▶ Task goal
Which lines in the records below include the word "Avenue"? Report each of them in full.

____________________

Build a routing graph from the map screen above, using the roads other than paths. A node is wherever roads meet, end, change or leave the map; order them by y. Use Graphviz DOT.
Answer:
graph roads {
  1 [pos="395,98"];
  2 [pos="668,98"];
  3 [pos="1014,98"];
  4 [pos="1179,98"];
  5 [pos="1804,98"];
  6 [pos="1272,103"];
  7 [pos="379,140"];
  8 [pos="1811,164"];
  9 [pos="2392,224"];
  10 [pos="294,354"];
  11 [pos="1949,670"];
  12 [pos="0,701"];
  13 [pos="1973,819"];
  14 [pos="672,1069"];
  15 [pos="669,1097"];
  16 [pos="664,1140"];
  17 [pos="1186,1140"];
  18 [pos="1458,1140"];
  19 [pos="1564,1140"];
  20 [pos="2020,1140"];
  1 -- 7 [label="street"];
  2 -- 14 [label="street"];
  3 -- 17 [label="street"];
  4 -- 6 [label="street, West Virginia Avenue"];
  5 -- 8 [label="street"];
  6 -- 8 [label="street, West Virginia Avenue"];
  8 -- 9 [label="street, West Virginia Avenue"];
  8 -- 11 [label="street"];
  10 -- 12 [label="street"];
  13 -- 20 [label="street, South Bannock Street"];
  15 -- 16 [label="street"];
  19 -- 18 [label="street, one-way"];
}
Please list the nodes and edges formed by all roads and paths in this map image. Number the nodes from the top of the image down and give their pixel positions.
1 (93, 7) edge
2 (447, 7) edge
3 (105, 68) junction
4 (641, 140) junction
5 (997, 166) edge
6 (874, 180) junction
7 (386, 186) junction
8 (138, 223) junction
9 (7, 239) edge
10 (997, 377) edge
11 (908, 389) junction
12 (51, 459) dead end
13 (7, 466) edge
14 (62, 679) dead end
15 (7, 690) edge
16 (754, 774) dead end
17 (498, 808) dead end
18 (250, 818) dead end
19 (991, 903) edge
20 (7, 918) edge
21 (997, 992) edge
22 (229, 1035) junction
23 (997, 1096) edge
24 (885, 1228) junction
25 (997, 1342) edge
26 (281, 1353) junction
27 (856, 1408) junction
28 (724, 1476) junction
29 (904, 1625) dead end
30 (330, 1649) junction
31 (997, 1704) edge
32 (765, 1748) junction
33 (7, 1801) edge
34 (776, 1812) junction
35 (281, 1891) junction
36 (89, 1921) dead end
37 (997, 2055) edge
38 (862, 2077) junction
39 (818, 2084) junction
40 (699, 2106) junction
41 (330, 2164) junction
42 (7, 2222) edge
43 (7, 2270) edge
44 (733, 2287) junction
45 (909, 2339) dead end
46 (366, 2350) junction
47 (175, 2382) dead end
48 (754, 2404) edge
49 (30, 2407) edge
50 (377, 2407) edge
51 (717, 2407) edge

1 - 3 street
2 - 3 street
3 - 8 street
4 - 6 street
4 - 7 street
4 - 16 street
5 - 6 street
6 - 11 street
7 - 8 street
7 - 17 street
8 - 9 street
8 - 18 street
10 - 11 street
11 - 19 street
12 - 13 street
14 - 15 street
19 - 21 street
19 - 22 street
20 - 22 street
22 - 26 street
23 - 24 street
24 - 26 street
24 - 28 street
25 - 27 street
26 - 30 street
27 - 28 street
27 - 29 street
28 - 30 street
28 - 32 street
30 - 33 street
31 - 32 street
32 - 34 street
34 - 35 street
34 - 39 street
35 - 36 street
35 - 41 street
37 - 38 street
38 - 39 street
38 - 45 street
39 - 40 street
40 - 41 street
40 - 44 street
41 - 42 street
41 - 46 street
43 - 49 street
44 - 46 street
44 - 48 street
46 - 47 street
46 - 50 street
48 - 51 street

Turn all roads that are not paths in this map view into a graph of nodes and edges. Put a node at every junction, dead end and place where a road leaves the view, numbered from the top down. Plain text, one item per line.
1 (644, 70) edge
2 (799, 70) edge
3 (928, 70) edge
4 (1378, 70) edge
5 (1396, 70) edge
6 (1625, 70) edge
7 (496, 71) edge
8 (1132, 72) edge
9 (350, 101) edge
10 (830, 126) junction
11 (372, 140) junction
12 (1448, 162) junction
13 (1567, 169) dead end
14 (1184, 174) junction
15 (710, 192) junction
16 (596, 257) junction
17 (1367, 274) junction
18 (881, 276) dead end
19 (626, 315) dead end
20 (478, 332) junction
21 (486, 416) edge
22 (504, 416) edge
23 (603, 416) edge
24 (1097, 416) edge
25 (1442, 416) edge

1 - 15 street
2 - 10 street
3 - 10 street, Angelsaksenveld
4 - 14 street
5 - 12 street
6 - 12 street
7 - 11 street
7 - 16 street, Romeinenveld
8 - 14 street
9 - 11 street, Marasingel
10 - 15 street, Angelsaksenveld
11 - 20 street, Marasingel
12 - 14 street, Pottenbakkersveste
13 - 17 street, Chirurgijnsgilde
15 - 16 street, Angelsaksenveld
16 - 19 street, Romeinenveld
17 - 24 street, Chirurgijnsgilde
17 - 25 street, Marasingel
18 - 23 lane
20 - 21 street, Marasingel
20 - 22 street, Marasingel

____________________

▶ Answer to this problem
  4 -- 6 [label="street, West Virginia Avenue"];
  6 -- 8 [label="street, West Virginia Avenue"];
  8 -- 9 [label="street, West Virginia Avenue"];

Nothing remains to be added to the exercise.